Su questa apertura esistenziale ci siamo formati e confrontati a partire dai sintomi di crisi e di rottura, il grido del pianeta e dei suoi “ultimi”, sforzandoci di entrare nella profondità dell’interconnessione che esiste tra tutte le cose, tra il pianeta e le relazioni, un degrado in vasi comunicanti sul quale non si può essere persone frammentarie, indifferenti o che vivono “a compartimenti stagni”. La stessa comunione universale di cui il nostro cammino è allenamento in miniatura, fa il paio con la destinazione universale dei beni che riguarda il pianeta, le opere dell’uomo, il nostro uso dei beni come strumento di crescita umana.

 

Una realtà da comprendere e rileggere in una forte presa di coscienza dei fondamenti biblici ed evangelici, e contro il modello capitalista, contro l’individualismo e il consumismo in cui cresciamo avvolti, contro una socialità (e talvolta una chiesa) che è omologante o all’opposto escludente, mentre dovremmo valorizzare ogni cosa e ogni sua interconnessione nell’immaginario del “poliedro”.

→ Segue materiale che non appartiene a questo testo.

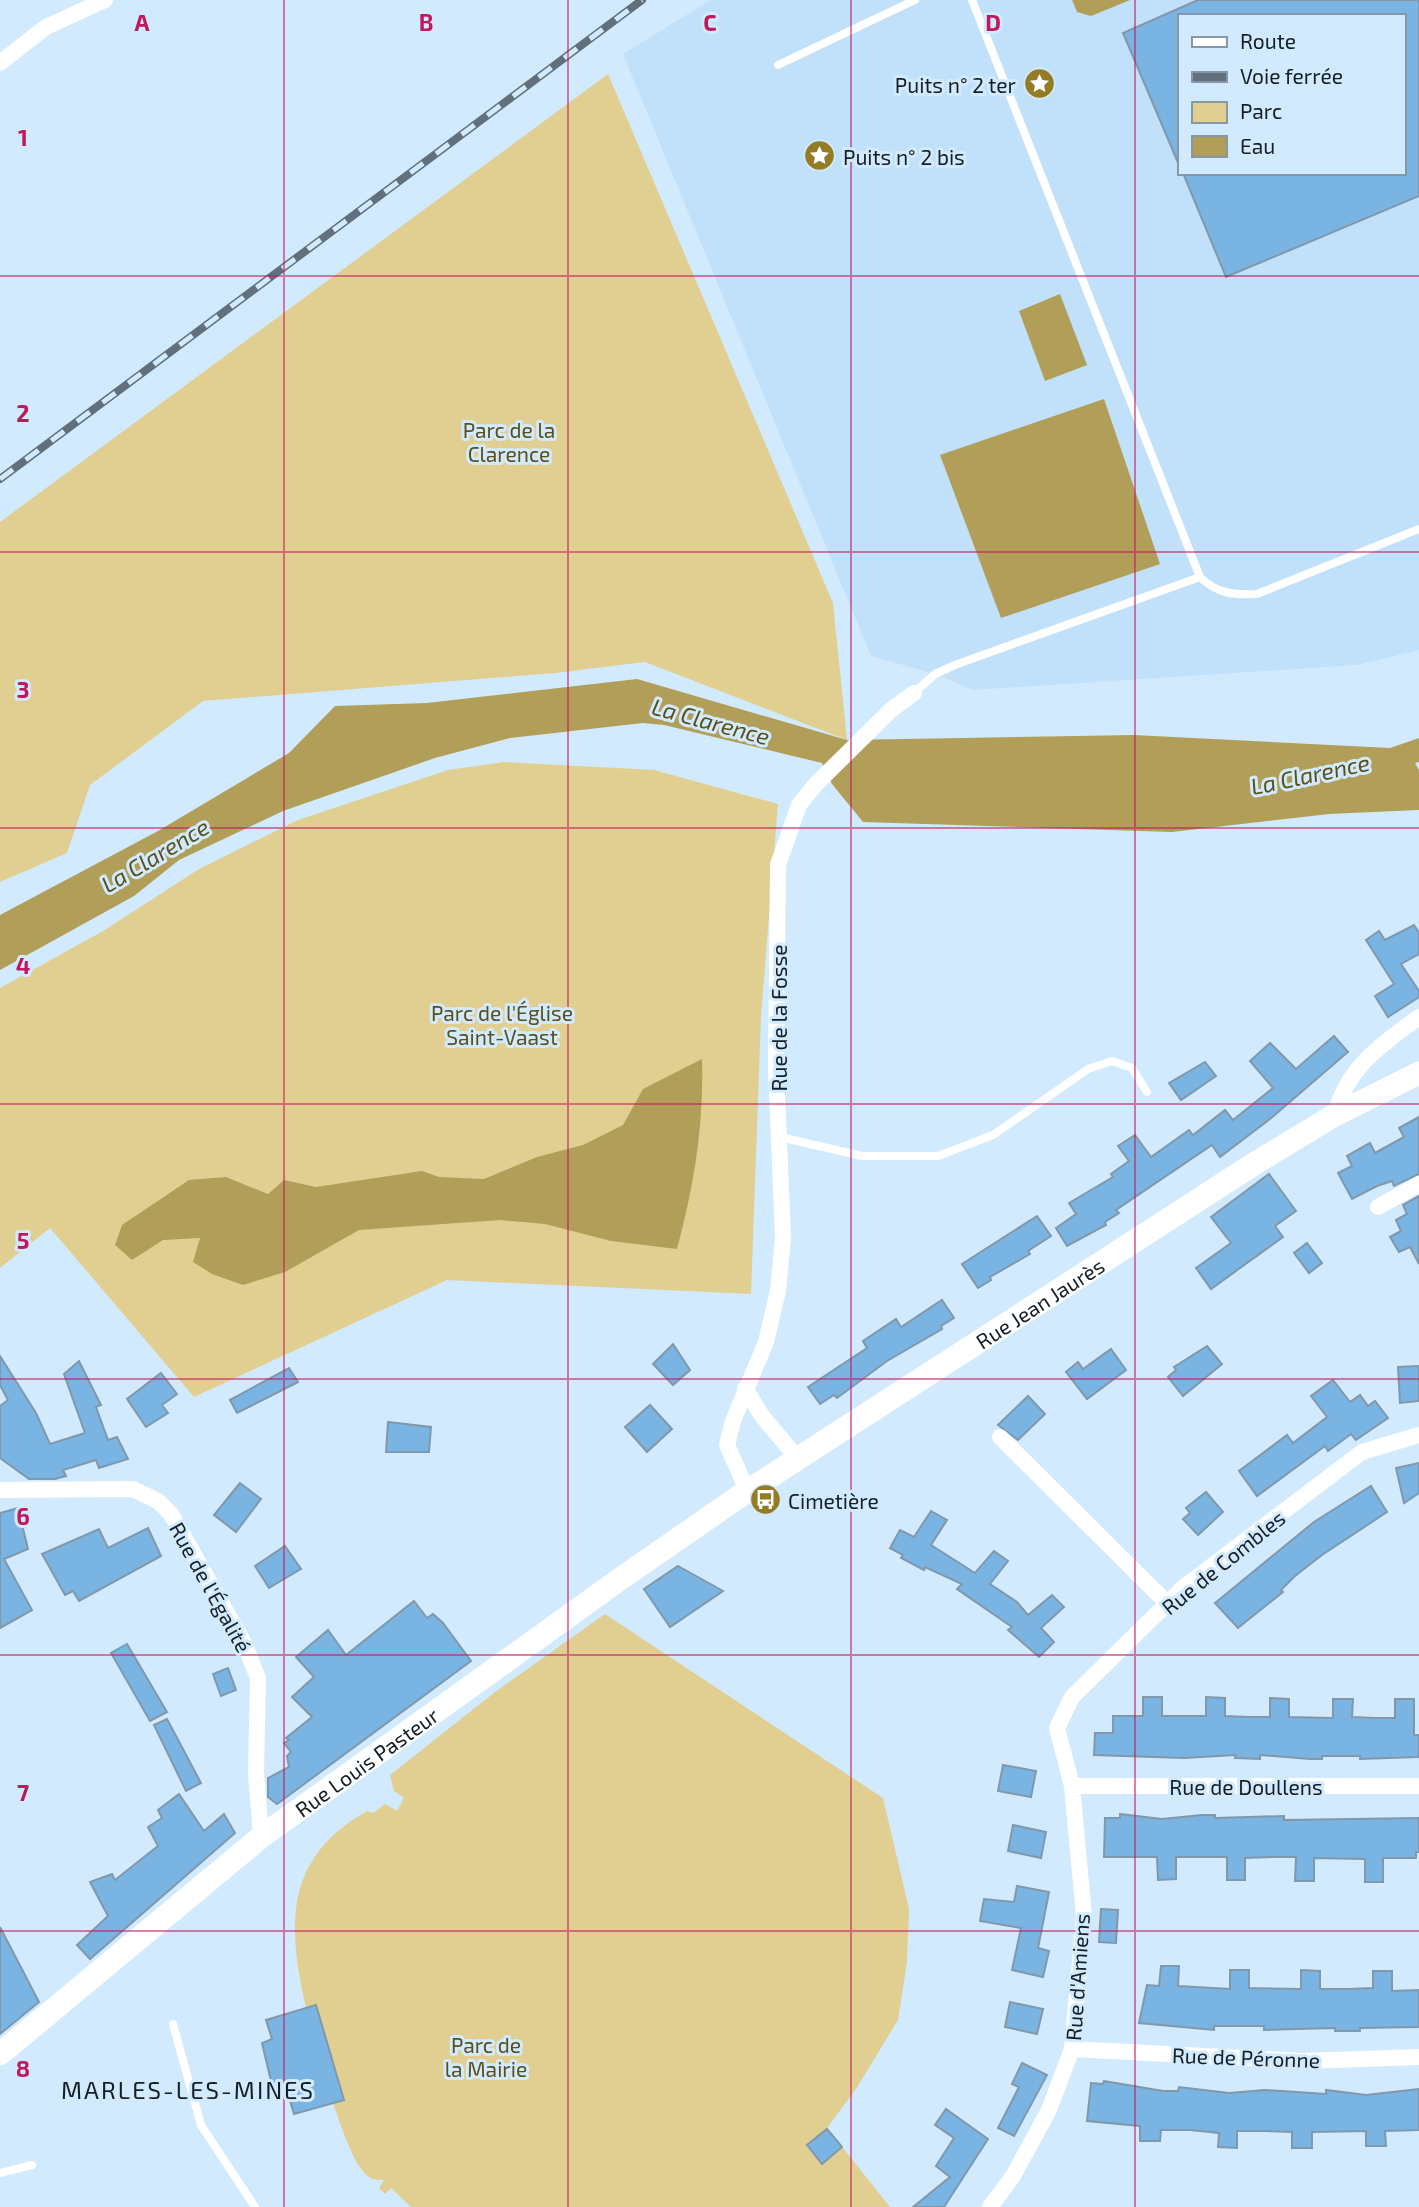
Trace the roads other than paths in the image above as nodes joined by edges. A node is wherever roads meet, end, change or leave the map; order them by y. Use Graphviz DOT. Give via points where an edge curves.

E’ una ricchezza inestimabile che un gruppo di giovani rifletta per 6 giorni senza mai uno sguardo al telefono, che in montagna non prende e non si ricarica. Presenti “qui e ora”, concentrati, autentici, senza il peso di connessioni invisibili e richiamanti altrove. In questo contesto ci siamo confrontati sulle sfide che pone l’ecologia integrale come la resistenza al paradigma tecnocratico, l’uomo al centro e la tecnologia crescente sempre e solo come strumento positivo di manipolazione della realtà, tale che “è diventato contro-culturale scegliere uno stile di vita con obiettivi che almeno in parte possano essere indipendenti dalla tecnica, dai suoi costi e dal suo potere globalizzante e massificante”.